** Opening Data to process block **
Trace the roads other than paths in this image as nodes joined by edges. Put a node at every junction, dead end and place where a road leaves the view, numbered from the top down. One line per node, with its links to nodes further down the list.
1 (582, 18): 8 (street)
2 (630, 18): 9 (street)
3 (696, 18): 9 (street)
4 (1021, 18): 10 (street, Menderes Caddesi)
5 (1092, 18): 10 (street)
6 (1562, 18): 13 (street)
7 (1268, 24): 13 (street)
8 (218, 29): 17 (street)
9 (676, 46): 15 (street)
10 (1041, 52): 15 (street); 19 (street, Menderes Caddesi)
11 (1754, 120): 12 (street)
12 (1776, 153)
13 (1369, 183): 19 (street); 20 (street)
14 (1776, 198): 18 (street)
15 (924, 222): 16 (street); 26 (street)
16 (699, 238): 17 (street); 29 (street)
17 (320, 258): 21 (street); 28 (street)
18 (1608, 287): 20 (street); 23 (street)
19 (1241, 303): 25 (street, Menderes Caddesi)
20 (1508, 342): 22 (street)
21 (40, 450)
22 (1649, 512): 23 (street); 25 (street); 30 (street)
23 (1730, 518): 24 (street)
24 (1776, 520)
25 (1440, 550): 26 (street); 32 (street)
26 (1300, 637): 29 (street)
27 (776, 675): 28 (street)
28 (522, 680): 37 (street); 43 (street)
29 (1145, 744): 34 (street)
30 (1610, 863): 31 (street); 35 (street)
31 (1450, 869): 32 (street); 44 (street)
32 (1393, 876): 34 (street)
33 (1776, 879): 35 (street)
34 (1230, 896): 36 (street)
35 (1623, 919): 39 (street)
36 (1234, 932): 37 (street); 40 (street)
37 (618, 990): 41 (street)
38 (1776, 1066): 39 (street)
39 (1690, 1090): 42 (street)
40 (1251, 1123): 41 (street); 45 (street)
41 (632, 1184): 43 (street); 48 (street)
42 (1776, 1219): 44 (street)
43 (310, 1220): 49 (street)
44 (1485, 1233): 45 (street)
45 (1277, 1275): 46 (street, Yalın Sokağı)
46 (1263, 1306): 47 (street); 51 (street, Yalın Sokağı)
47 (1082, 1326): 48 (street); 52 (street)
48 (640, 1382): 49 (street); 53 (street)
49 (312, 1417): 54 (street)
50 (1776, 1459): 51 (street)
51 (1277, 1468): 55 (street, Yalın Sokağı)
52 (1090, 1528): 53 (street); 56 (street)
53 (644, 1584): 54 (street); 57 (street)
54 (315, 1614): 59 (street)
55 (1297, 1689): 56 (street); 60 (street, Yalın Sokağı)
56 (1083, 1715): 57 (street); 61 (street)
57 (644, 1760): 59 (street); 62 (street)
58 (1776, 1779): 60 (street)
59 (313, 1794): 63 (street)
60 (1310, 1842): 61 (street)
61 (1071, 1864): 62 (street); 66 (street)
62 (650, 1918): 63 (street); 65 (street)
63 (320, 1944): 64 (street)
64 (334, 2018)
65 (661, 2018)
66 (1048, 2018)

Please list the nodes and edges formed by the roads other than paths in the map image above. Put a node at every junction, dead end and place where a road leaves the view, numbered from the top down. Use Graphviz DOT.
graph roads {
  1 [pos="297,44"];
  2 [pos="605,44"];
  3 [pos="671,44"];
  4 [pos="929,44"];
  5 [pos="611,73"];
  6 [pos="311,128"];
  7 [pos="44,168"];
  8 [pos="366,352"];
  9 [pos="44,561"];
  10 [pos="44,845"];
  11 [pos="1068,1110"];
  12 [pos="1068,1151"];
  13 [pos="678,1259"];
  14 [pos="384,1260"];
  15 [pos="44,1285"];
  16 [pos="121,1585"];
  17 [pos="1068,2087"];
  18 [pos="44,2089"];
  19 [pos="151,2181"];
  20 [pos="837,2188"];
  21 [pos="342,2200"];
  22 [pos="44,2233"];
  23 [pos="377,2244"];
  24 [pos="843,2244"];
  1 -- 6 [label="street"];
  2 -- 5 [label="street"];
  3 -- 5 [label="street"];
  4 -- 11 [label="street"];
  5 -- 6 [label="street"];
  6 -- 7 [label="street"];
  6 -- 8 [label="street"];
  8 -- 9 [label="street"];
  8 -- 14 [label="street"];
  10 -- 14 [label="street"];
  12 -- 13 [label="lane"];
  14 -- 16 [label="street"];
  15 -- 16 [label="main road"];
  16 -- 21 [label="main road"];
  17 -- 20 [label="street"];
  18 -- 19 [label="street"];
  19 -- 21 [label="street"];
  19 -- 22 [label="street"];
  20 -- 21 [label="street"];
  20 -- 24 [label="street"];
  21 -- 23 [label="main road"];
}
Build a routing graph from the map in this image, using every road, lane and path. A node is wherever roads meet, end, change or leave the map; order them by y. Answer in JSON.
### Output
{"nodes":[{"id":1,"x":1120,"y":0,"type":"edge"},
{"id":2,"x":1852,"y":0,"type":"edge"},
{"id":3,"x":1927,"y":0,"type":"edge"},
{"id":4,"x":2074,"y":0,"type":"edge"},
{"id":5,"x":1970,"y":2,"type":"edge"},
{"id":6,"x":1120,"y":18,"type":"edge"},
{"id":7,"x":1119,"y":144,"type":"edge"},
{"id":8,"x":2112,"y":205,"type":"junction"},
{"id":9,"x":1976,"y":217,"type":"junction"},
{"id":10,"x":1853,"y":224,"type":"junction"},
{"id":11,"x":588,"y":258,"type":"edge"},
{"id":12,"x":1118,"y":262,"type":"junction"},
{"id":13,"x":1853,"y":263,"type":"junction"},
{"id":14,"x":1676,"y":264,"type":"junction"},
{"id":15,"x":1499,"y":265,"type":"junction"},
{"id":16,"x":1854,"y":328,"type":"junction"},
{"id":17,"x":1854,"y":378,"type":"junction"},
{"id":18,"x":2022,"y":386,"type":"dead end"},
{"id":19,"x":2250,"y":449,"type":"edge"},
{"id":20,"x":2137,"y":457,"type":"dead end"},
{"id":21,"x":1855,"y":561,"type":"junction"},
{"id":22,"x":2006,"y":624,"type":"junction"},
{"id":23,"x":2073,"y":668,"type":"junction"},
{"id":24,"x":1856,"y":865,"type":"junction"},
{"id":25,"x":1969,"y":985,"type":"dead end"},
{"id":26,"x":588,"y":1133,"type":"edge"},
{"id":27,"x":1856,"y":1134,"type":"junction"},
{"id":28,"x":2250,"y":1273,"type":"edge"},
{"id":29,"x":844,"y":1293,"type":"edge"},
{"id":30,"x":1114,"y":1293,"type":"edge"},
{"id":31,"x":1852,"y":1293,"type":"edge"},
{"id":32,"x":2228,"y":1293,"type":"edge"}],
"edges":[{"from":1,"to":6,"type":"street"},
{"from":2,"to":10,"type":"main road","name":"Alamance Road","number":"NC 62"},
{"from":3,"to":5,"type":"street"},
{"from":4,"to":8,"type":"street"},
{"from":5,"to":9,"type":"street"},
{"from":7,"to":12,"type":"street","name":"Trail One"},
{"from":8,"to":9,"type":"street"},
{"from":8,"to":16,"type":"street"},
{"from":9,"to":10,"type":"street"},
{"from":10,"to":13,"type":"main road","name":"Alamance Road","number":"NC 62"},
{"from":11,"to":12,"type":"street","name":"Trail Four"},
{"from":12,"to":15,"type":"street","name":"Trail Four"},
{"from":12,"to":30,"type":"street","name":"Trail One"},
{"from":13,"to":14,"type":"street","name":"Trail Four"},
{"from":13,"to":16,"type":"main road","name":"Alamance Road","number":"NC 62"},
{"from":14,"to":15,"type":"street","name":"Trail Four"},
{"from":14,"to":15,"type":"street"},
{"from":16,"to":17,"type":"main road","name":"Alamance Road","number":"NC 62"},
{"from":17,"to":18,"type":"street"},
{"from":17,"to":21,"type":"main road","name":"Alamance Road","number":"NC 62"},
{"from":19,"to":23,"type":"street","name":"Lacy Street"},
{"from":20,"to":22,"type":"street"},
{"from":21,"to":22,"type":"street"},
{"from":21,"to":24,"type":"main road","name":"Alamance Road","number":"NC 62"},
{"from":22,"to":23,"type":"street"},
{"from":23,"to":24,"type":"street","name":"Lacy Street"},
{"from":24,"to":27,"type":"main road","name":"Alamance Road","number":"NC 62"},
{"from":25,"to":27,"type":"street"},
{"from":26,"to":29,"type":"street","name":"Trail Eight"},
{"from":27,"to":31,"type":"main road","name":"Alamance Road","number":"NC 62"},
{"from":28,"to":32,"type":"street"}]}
** Closing Data to process block **
Check each line of the entries for the string "other". Copy the lines that have it.

Trace the roads other than paths in this image as nodes joined by edges. Put a node at every junction, dead end and place where a road leaves the view, numbered from the top down. One line per node, with its links to nodes further down the list.
Please list the nodes and edges formed by the roads other than paths in the map image above. Put a node at every junction, dead end and place where a road leaves the view, numbered from the top down. Use Graphviz DOT.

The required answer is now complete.